An even more fundamental issue with drug importation as a solution to the drug pricing crisis is what it represents: There is nothing magical about Canada’s drugs relative to our own. Their pills are not made more efficiently or with cheaper materials. They’re identical to anything you could buy in any pharmacy in the U.S., except that they’re subject to the robust price controls of a single-payer health care system. We may as well import Canada’s entire Parliament. 

But as different as the U.S. and Canadian health care systems are, an important similarity gets at the problem with legislators’ obsession with “fixing drug prices” in a vacuum: Neither country guarantees universal drug coverage, leaving two out of five Canadian patients struggling to afford their medicines, even with the benefit of a coherent regulatory structure. The reason that skyrocketing drug prices are such an urgent and unifying issue for patients is because they feel those prices when they’re at the pharmacy register and get understandably upset at the eye-popping bill. But that experience isn’t just an indictment of pharmaceutical greed: It also reflects woefully inadequate insurance coverage, a problem that drug pricing reforms in themselves can’t solve. And while Democrats in Congress remain ostensibly committed to drug pricing reform, it’s unclear how a reduction in overall spending would translate into savings for individual patients.

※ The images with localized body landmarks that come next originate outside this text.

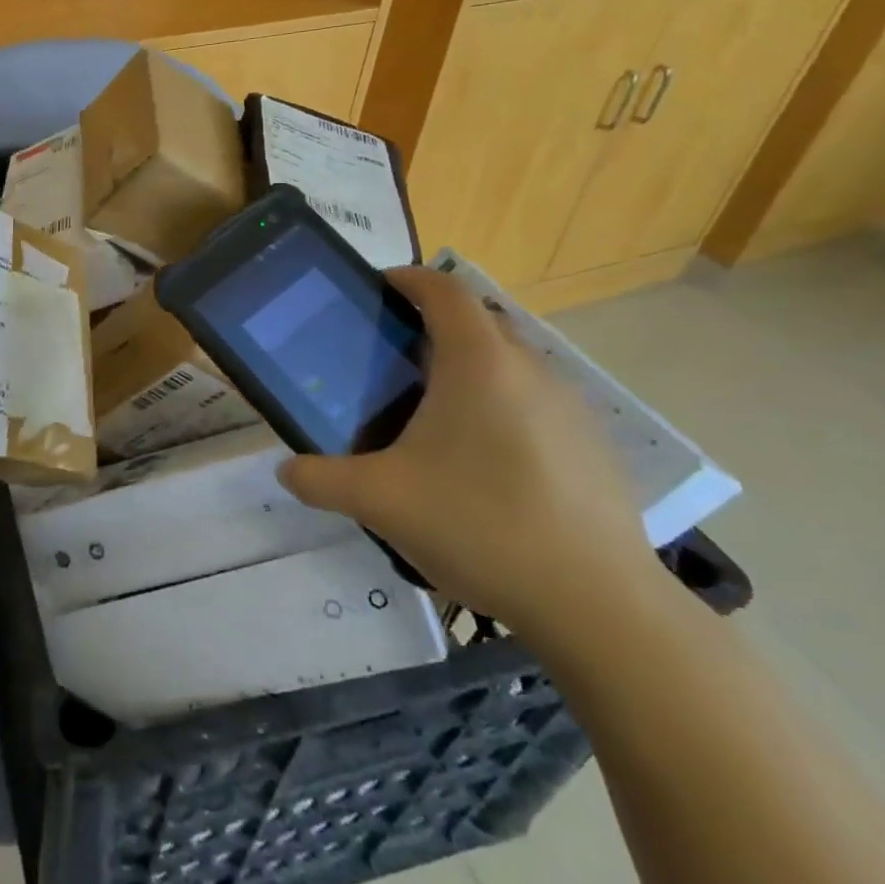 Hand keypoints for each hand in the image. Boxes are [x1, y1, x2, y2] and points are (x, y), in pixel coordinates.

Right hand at [278, 267, 659, 648]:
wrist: (598, 605)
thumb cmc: (479, 525)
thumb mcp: (378, 500)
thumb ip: (319, 478)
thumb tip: (286, 471)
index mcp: (478, 362)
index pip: (444, 289)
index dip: (408, 278)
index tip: (376, 290)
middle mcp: (529, 369)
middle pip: (479, 320)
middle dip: (434, 324)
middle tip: (391, 357)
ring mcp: (571, 407)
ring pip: (511, 362)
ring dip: (471, 366)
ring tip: (432, 410)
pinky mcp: (594, 446)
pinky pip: (537, 401)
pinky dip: (503, 405)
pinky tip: (483, 461)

Such is the problem with a laser focus on drug pricing reform short of something like full-on public manufacture: Cutting the price of a $10,000 drug in half would be a legislative victory but could leave a patient struggling just as much to pay a $1,500 deductible and would be just as out of reach for most uninsured people. While the change could be felt by someone taking less expensive drugs, abundant research tells us that any out-of-pocket costs result in skipped care—and more and more drugs each year are priced so high that their costs would have to be reduced by almost 100 percent to make them genuinely affordable. Nor can any given entity cut cost-sharing across the board: While Medicare has alleviated the notorious “donut hole” problem for enrollees and cut out-of-pocket spending for certain prescription drugs, and many states have introduced co-pay caps for drugs like insulin in state-regulated private insurance plans, our piecemeal health care financing system guarantees patients will remain exposed to high drug costs. 

That pain will only be alleviated by universal coverage without cost-sharing, without which even the allegedly affordable Canadian drugs remain out of reach for millions of Canadians, let alone their southern neighbors. Until that changes, drug pricing reform will help insurers and public payers by reducing overall spending, but patients will still get hit too hard at the pharmacy counter to feel it.